State how many lines in the listing below hold "links", with no other words.
--- DATA FOR REVIEW ---
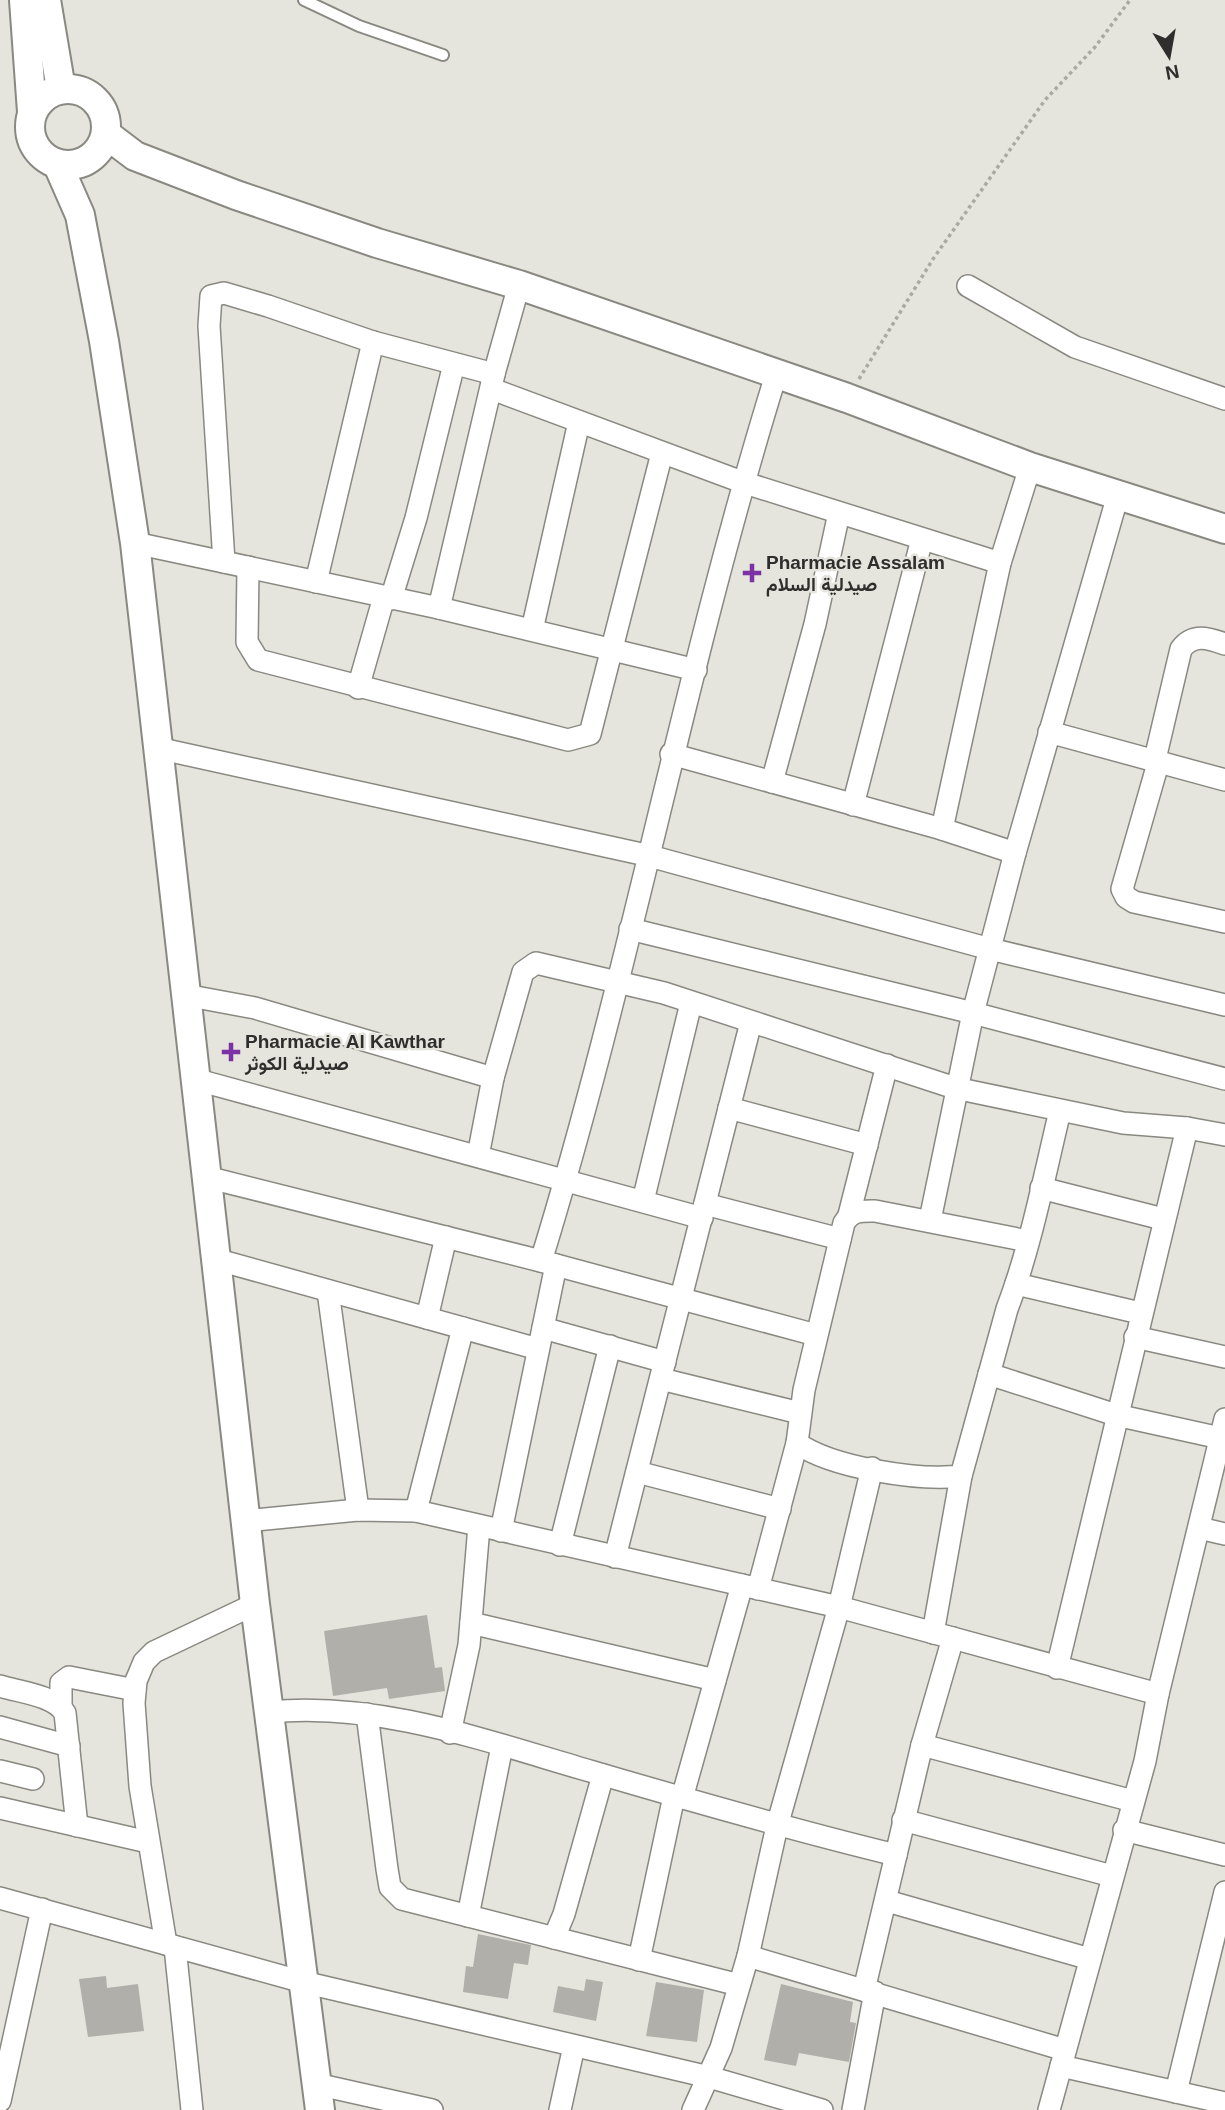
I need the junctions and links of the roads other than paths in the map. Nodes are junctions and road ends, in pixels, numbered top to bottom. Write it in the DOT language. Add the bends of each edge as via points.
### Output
---
--- DATA FOR REVIEW ---
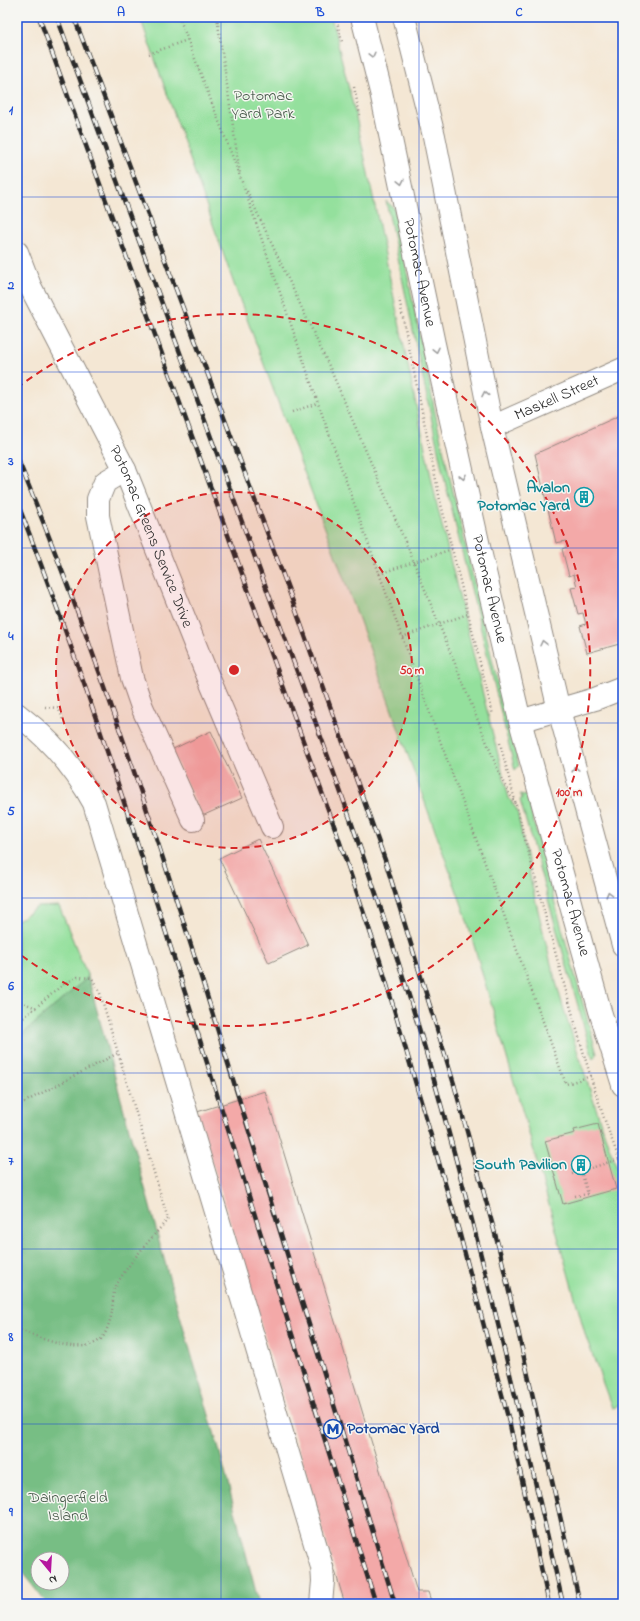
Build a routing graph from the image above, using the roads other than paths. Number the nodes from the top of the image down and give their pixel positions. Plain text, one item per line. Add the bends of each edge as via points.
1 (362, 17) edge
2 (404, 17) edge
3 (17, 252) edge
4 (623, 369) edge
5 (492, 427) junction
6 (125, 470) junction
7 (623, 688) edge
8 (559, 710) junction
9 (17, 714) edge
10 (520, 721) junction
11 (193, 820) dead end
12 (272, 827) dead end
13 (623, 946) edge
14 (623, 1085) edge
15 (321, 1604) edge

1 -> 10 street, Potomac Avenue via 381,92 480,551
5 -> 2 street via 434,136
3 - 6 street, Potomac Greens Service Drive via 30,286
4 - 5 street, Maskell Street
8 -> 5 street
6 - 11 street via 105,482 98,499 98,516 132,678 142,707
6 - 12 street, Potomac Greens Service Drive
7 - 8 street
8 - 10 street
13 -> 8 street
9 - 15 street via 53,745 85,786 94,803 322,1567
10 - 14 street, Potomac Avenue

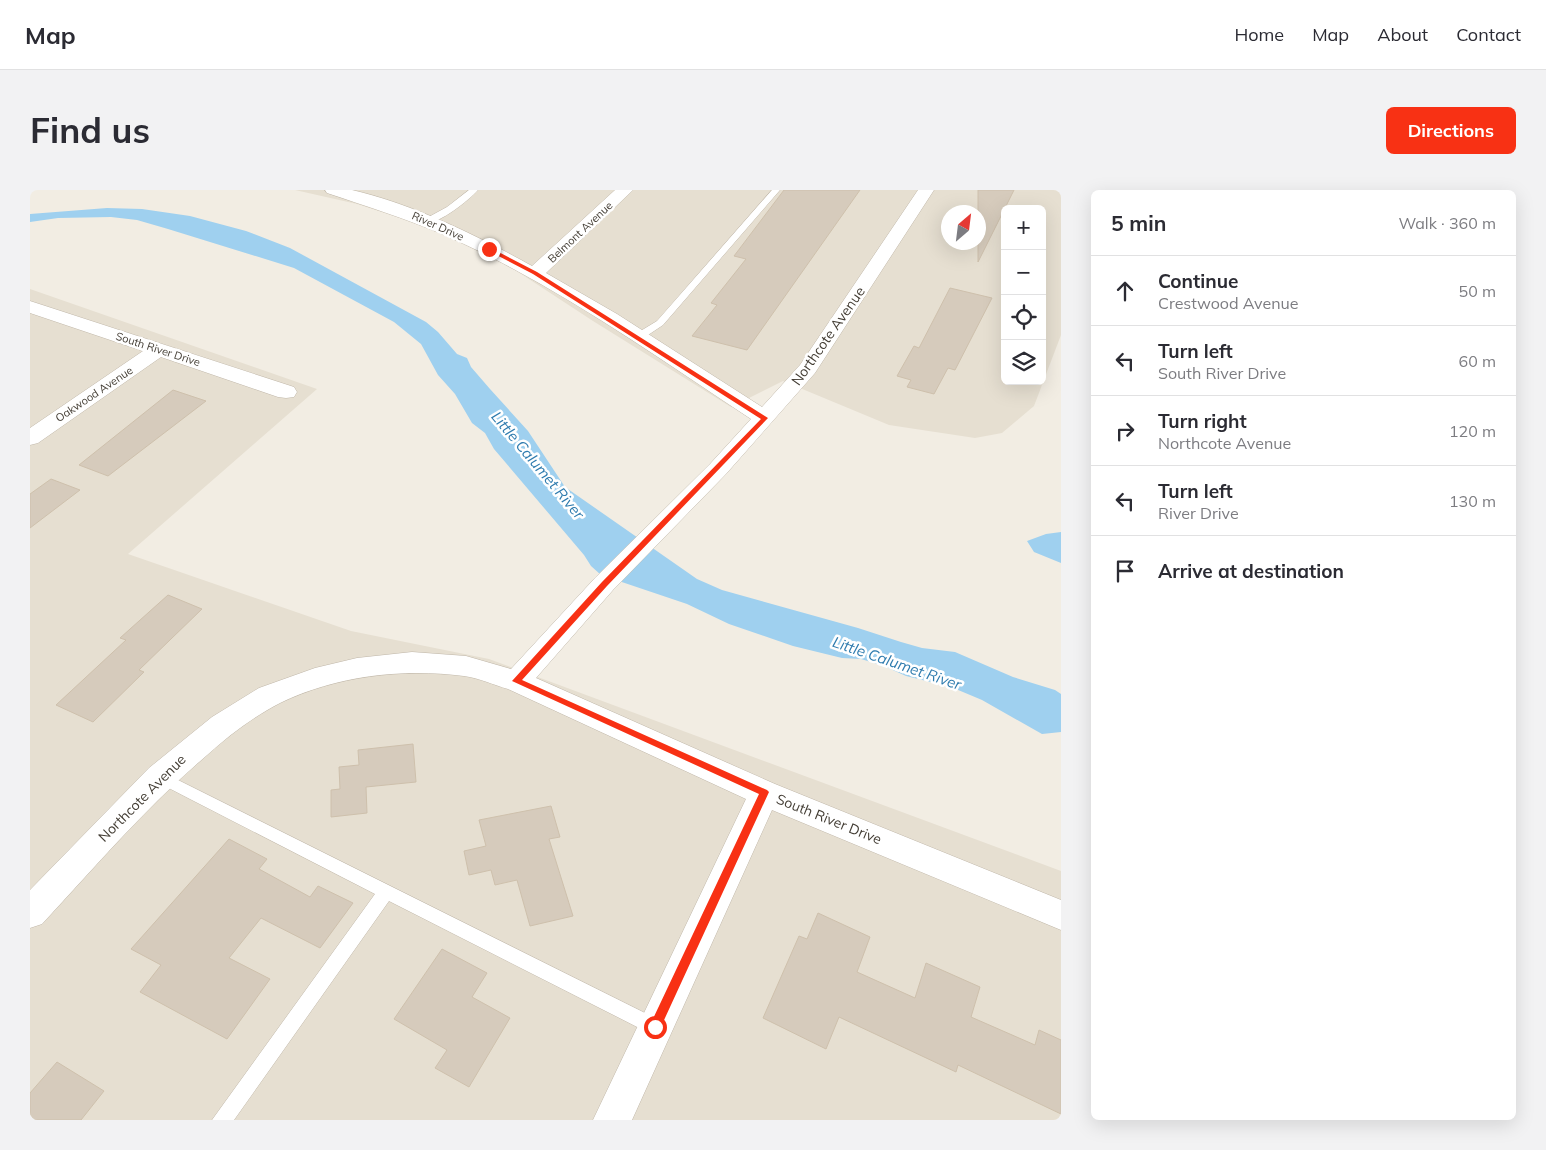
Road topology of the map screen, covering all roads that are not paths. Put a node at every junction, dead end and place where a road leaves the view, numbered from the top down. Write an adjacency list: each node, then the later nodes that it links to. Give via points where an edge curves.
---
_OUTPUT_. 2